Doña Mercedes apenas podía sostener la bolsa azul entre las manos.
Las lágrimas le corrían por las mejillas sin que intentara limpiarlas.
Julián seguía inmóvil.
Sentía que cada palabra le arrancaba una parte de la vida que había conocido.
—Ernesto… era el hombre al que realmente amé —susurró la anciana.
El silencio pesó sobre la habitación.
Clara no dijo una sola palabra.
Mercedes respiró con dificultad.
—Yo tenía diecinueve años cuando quedé embarazada de ti.
Miró a Julián con un dolor que había esperado cuarenta años para salir.
—En esa época, una muchacha embarazada y sin marido era una vergüenza para toda la familia.
Julián cerró los ojos.
No quería escuchar.
Pero necesitaba hacerlo.
—Mis padres me obligaron a casarme con Salvador.
—¿Él sabía?
Mercedes asintió lentamente.
—Sí.
La respuesta sorprendió a Julián.
—Desde el primer día.
Abrió una de las cartas amarillentas.
La letra era firme.
Masculina.
Leyó en voz alta unas pocas líneas.
—“Si algún día Julián quiere conocer la verdad, prométeme que será él quien decida qué hacer con ella. Nunca permitas que nadie la use para hacerle daño.”
Julián sintió un nudo en la garganta.
—¿Él escribía esto para mí?
—Todas las cartas eran para ti.
Mercedes acarició el papel con una ternura inmensa.
—Nunca dejó de preguntar por ti.
Nunca dejó de mandar dinero.
Nunca dejó de esperarte.
Clara bajó lentamente la cabeza.
Julián se volvió hacia ella.
—¿Cómo sabías todo esto?
Ella tardó varios segundos en responder.
—Porque encontré las cartas hace doce años.
La habitación quedó helada.
—¿Doce años?
Clara asintió.
—Estaban escondidas detrás del fondo falso del ropero.
Julián sintió que el pecho le ardía.
—¿Y nunca me dijiste nada?
—No.
—¿Por qué?
Clara tragó saliva.
—Porque después encontré esos documentos.
Señaló el expediente que seguía sobre la cama.
Julián lo abrió.
En la portada aparecía una sola palabra.
“Adopción”.
Su corazón volvió a acelerarse.
Miró a su madre.
—¿Qué significa esto?
Mercedes rompió a llorar.
—Significa que Salvador quiso hacer las cosas bien.
No podía reconocerte legalmente como hijo suyo porque sabía que no era tu padre biológico.
Así que inició un proceso de adopción para que nadie pudiera separarnos nunca.
Julián quedó completamente desconcertado.
—Entonces… ¿él decidió ser mi padre?
—Todos los días de su vida.
La anciana sonrió entre lágrimas.
—Nunca te trató como un hijo prestado.
Te eligió.
Aquellas palabras cambiaron algo dentro de Julián.
No sentía que hubiera perdido un padre.
Sentía que acababa de descubrir que había tenido dos hombres que, de maneras distintas, lo habían amado.
Entonces volvió a mirar a Clara.
—Eso no explica por qué escondías las cartas.

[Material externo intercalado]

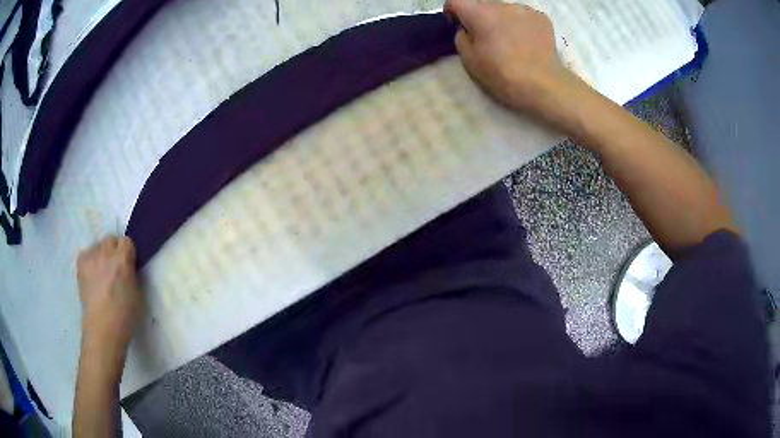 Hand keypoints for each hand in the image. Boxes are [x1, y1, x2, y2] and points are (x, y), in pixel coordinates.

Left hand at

Ella respiró profundamente.
Por primera vez en cuarenta años, parecía no tener una respuesta preparada.
—Porque tenía miedo.
—¿De qué?
—De que buscaras a la familia de Ernesto.
Julián frunció el ceño.
—¿Por qué habría de hacerlo?
Clara levantó lentamente la vista.
—Porque hace once años recibí una llamada.
Mercedes abrió los ojos con sorpresa.
—¿Qué llamada?
—Del notario de Ernesto.
El nombre cayó como una piedra.
Julián sintió un escalofrío.
—¿Qué notario?
Clara comenzó a llorar.
—Ernesto murió hace once años.
Y antes de morir dejó instrucciones para localizar a su hijo.
La respiración de Julián se detuvo.
—¿Me buscó?
Clara asintió.
—Sí.
Sacó un sobre blanco del bolsillo de su bata.
Era el mismo que había tomado minutos antes debajo del colchón.
Lo dejó sobre la cama.
—Porque esto nunca estuvo en las cartas.
Julián abrió lentamente el sobre.

Dentro había una notificación notarial con fecha de once años atrás.
La primera línea hizo que le temblaran las manos.
“Se cita al señor Julián Mercedes Rivas por ser heredero designado en el testamento de Ernesto…”
La fecha coincidía exactamente con el año en que Clara insistió en que se mudaran de ciudad, cambiaran de domicilio y dejaran de visitar con frecuencia a doña Mercedes.
Por primera vez, Julián comprendió que la traición no había comenzado aquella noche frente a la cámara.
Había empezado once años antes.
Y aún no sabía cuánto de su vida había sido decidido por alguien más.